Cheers Ben, just hoping to set a new PB as my best to date through the beams is 181MPH in my then ride of a DMS E60 M5 over 3yrs ago. Hoping to get into the high 180's.

Cutting it fine as only picking my car back up from SVM on the way down to the hotel on Friday evening:runaway:

Got to avoid having a pax ride in Eddie's car as only one likely outcome (more spend):thumbsup:


----------



## w8pmc (Sep 16, 2010)

David.Yu said:


> Bruntingthorpe, but they don't usually allow spectators for safety reasons.
> I believe my colleagues Richard Meaden and Chris Harris will also be attending in a couple of interesting cars, but I don't know what they are.
> 
> I can't go as I'm at Dunsfold for the Dads' Day Out charity event. That is open to everyone and you should all come and help raise some money for the Children's Trust! :thumbsup:


I was close with my guess then:thumbsup:


----------



## David.Yu (Jun 28, 2001)

Benji Linney GTC said:


> timed laps round dunsfold ?


Nope, just giving passenger rides for a couple of laps in exchange for donations. But it's a great fun day with loads of other car related activities.

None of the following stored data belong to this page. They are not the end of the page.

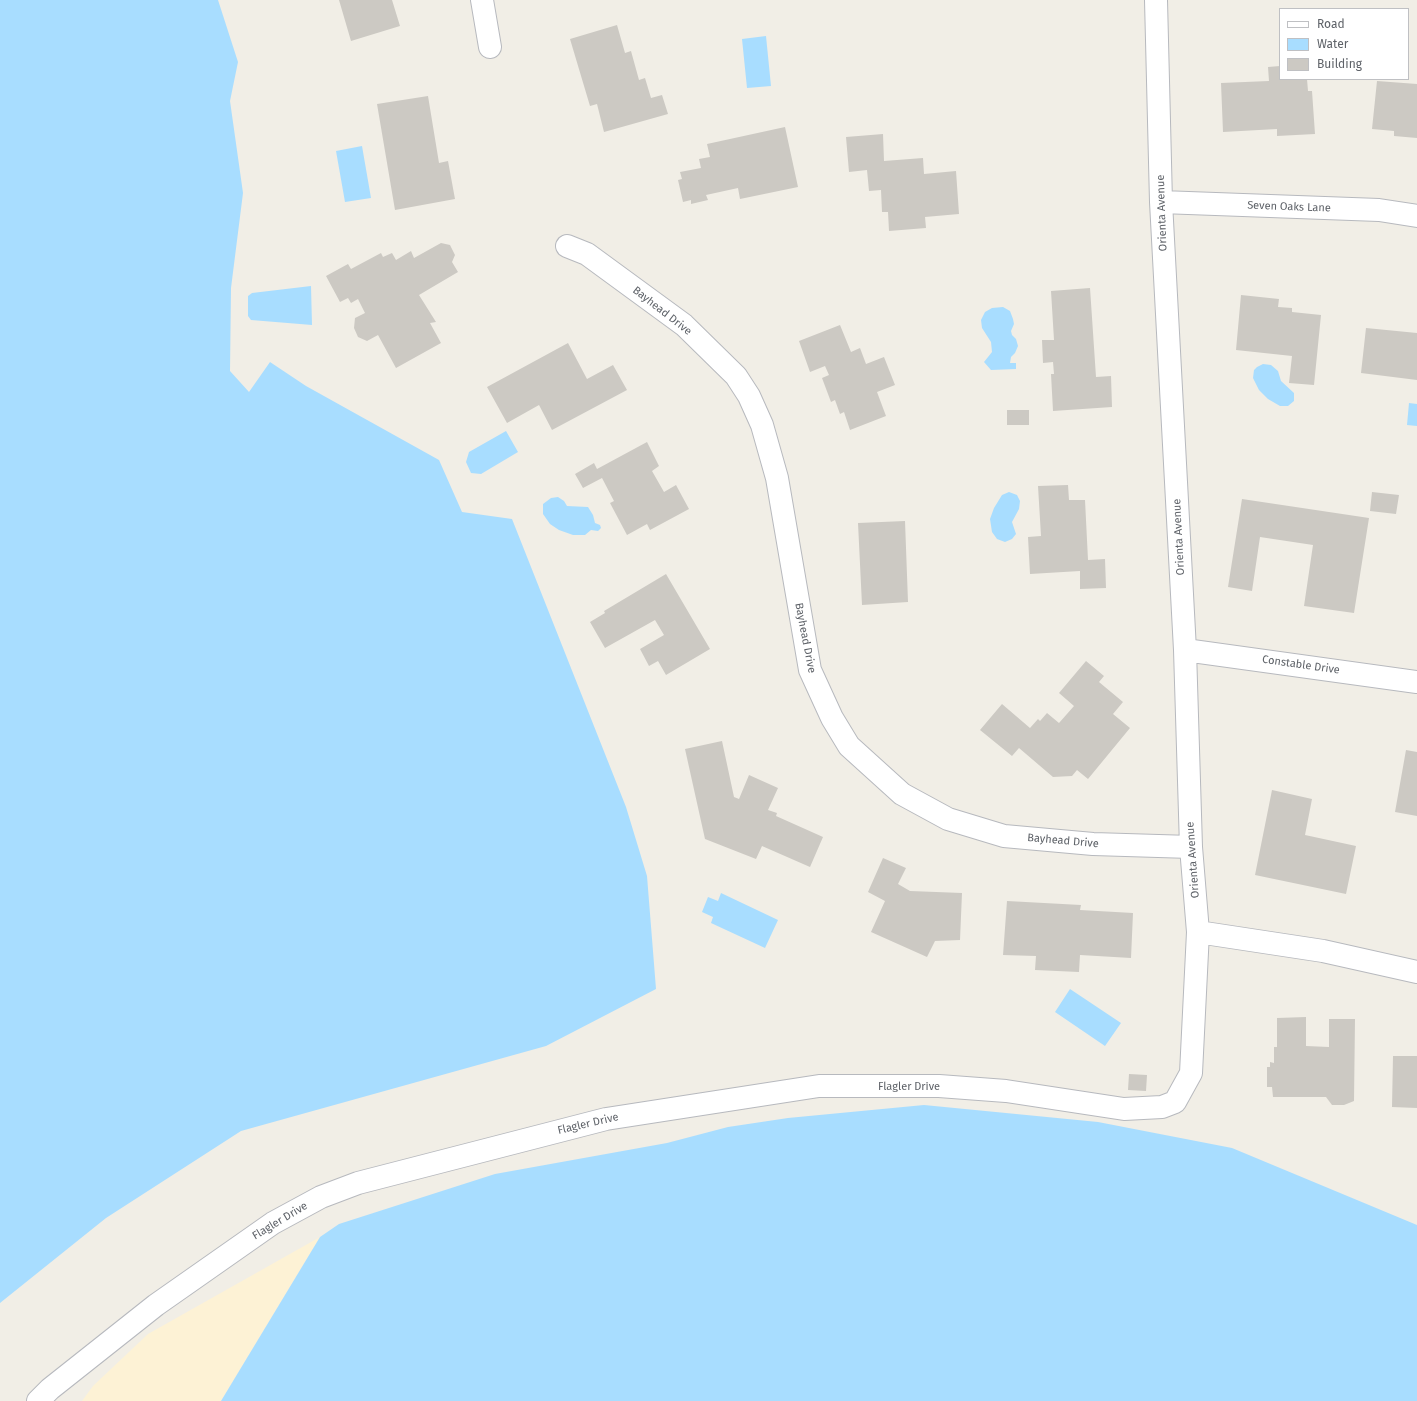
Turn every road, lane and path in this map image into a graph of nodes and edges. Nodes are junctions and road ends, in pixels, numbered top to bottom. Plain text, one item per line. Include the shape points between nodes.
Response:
1 (482, 0) edge
2 (1156, 0) edge
3 (490, 47) dead end
4 (1161, 202) junction
5 (1417, 216) edge
6 (567, 246) dead end
7 (1185, 650) junction
8 (1417, 682) edge
9 (1191, 847) junction
10 (1198, 932) junction
11 (1417, 972) edge
12 (1191, 1073) joint
13 (38, 1401) edge

1 - 3 street
2 - 4 street, Orienta Avenue
4 - 5 street, Seven Oaks Lane via 1379,210
4 - 7 street, Orienta Avenue
6 - 9 street, Bayhead Drive via 587,254 684,325 736,376 749,396 762,425 777,478 810,670 832,718 854,750 902,794 948,819 1004,836 1093,844
7 - 8 street, Constable Drive
7 - 9 street, Orienta Avenue
9 - 10 street, Orienta Avenue
10 - 11 street via 1323,951
10 - 12 street, Orienta Avenue
12 - 13 street, Flagler Drive via 1175,1102 1162,1107 1131,1108 984,1089 939,1086 819,1086 606,1119 358,1183 321,1197 273,1223 156,1306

Good luck w8pmc; you'll need to beat 196mph to take my GT-R record at VMax so far! :thumbsup:

Left lane is generally better as it gives you a wider line around the bottom corner to enter the straight at the highest speed.


----------



## w8pmc (Sep 16, 2010)

David.Yu said:


> Nope, just giving passenger rides for a couple of laps in exchange for donations. But it's a great fun day with loads of other car related activities.
> 
> Good luck w8pmc; you'll need to beat 196mph to take my GT-R record at VMax so far! :thumbsup:
> 
> Left lane is generally better as it gives you a wider line around the bottom corner to enter the straight at the highest speed.


Agreed, although always found the right trap to be a tad more generous though. Was a huge debate following the last VMAX.

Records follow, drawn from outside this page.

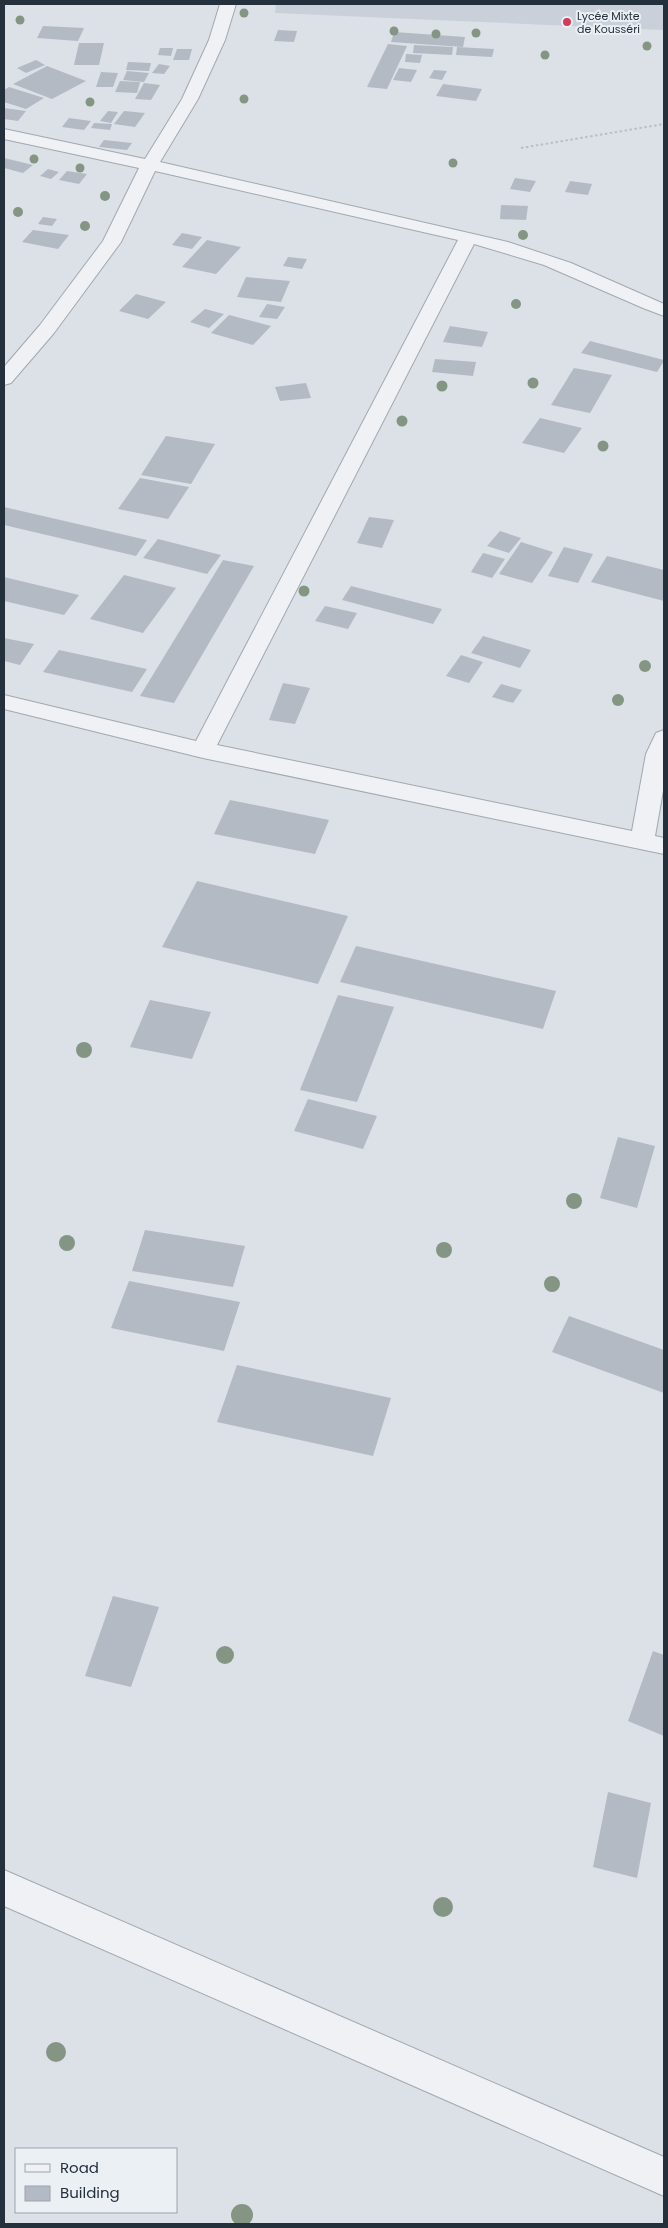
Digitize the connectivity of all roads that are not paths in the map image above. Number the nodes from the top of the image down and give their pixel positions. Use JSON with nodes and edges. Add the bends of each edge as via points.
{"nodes":[{"id":1,"x":228,"y":4,"type":"edge"},
{"id":2,"x":4,"y":134,"type":"edge"},
{"id":3,"x":150,"y":164,"type":"junction"},
{"id":4,"x":468,"y":238,"type":"junction"},
{"id":5,"x":664,"y":310,"type":"edge"},
{"id":6,"x":4,"y":379,"type":"edge"},
{"id":7,"x":4,"y":702,"type":"edge"},
{"id":8,"x":664,"y":738,"type":"edge"},
{"id":9,"x":203,"y":750,"type":"junction"},
{"id":10,"x":653,"y":844,"type":"edge"},
{"id":11,"x":4,"y":1888,"type":"edge"},
{"id":12,"x":664,"y":2177,"type":"edge"}],
"edges":[{"from":1,"to":3,"type":"street","via":[[217,40],[190,99]]},
{"from":2,"to":3,"type":"street"},
{"from":3,"to":4,"type":"street"},
{"from":3,"to":6,"type":"street","via":[[112,242],[47,329]]},
{"from":4,"to":5,"type":"street","via":[[549,261]]},
{"from":4,"to":9,"type":"street"},
{"from":7,"to":9,"type":"street"},
{"from":8,"to":10,"type":"street","via":[[658,754]]},
{"from":9,"to":10,"type":"street"},
{"from":11,"to":12,"type":"street"}]}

Ran a real world test a few VMAX's back to demonstrate the difference between entering the main straight [email protected] out & starting at the bottom of the main straight & through the beams it made the difference of 2-3mph in terminal speed.

No chance i'll beat your record David & as Eddie is running with a 750R upgrade, i doubt i'll be threatening your title:thumbsup: Just be pleased to get more than i've done at previous events in my previous cars


----------



## Guy (Jun 27, 2001)

Ben - well done for breaking the rules about keeping the date secret! 

As said before entry is strictly to those registered and the gates are very secure. The date is kept secret to prevent people from wasting their time turning up to try and watch.

I haven't been for a couple of years now, but I did win it about 4-5 times from memory and was the first person ever to go 200mph+ there!

It's a great event if you're driving, but it's actually pretty poor as a spectator event anyway, since you cannot get any clear sense of speed when the cars are so far away on the other runway.

I've done about 150 runs there in total, all over 190mph and with 5 back-to-back at 200-202mph. After I'd done the magic double-ton I decided to stop. The game has now moved on and 210-220mph is where the top guys runs (Ruf CTR3 and 9FF cars).


----------



## JapFreak786 (Aug 29, 2003)

How do you get signed up for this,via PH? I'd love to know what I could take the R34 up to


----------



## w8pmc (Sep 16, 2010)

Guy said:


> Ben - well done for breaking the rules about keeping the date secret!
> 
> As said before entry is strictly to those registered and the gates are very secure. The date is kept secret to prevent people from wasting their time turning up to try and watch.
> 
> ...


Didn't realise you were that Guy Noticed you'd not been for a few, although i've missed the last 2 or 3. Recall fondly you breaking the 200 barrier & then consistantly breaking it. That RUF was a stunning vehicle.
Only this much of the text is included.